Autor: Weltman, Sharon Aronofsky
Předmět:
Zdroj: Nineteenth Century Theatre & Film; Summer2011, Vol. 38 Issue 1, p1-22, 22p
Abstrakt: George Dibdin Pitt is best remembered today for writing the first Sweeney Todd dramatisation. Not published until 1883 in Dick's Standard Plays (as Sweeney Todd: The Barber of Fleet Street), the printed play differs significantly from Dibdin Pitt's original, which was initially performed in 1847 as The String of Pearls, or The Fiend of Fleet Street. Yet the text from the original manuscript (archived in the Lord Chamberlain's Plays at the British Library) has never before been published and has received very little scholarly attention. Scholars who rely on the 1883 Sweeney Todd to discuss the 1847 melodrama are in many respects talking about a different play. The present edition of the 1847 LCP manuscript makes Dibdin Pitt's creation in its original form available for study for the first time.

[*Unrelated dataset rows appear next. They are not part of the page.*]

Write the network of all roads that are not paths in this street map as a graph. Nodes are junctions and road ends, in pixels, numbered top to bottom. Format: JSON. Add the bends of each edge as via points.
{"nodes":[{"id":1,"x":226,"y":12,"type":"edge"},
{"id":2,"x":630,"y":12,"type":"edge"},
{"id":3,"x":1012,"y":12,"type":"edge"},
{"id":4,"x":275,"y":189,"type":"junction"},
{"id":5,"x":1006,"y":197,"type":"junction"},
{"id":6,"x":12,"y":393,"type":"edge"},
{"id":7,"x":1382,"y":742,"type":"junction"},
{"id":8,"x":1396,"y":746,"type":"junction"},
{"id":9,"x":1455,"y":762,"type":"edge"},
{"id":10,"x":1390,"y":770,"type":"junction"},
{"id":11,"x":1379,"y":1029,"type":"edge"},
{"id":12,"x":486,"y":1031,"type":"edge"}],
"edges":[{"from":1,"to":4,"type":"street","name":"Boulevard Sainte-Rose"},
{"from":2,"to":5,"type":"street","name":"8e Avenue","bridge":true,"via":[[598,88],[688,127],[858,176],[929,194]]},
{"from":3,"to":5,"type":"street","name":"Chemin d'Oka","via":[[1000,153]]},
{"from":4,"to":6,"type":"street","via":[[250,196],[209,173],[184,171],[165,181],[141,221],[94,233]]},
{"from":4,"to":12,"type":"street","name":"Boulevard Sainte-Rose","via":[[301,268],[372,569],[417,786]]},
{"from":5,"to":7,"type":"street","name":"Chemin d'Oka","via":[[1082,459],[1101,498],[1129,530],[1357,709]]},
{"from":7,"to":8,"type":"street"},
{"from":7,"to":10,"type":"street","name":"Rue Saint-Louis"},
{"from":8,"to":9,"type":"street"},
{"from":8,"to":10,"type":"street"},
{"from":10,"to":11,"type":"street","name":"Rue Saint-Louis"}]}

The Introductory essay offers biographical information on the playwright, historical background on the theatre that first produced The String of Pearls (the Britannia), a detailed synopsis of the serial novel also called The String of Pearls that was the play's source text, and both practical and aesthetic explanations about why the playwright would have made some of his changes in adapting the novel for the stage. While examining relevant historical contexts (such as the status of the abolition movement in Britain in 1847, stage depictions of race, and the popularity of animal melodrama), the introduction argues for the significance of one particular alteration. In the 1846-47 novel, a faithful dog named Hector is important to the plot; in the 1847 play, he is transformed into a heroic major character who foils the play's villains - no longer a dog, but a deaf-mute black boy, a former slave from British Honduras who loyally continues to serve his former owner out of gratitude for his freedom. Without doubt, Hector's portrayal is racist and condescending. Yet by including this character, Dibdin Pitt takes an identifiably abolitionist stance, working through what was still England's strong sense of moral achievement in abolishing slavery and still strong sense of purpose in working to end slavery in the United States. But by 1883, Hector disappears from Sweeney Todd; in regards to race and colonialism, the cultural work of Dibdin Pitt's play without Hector operates through an unthinking backdrop of the Empire's power and the status quo of racial hierarchy. [ABSTRACT FROM AUTHOR]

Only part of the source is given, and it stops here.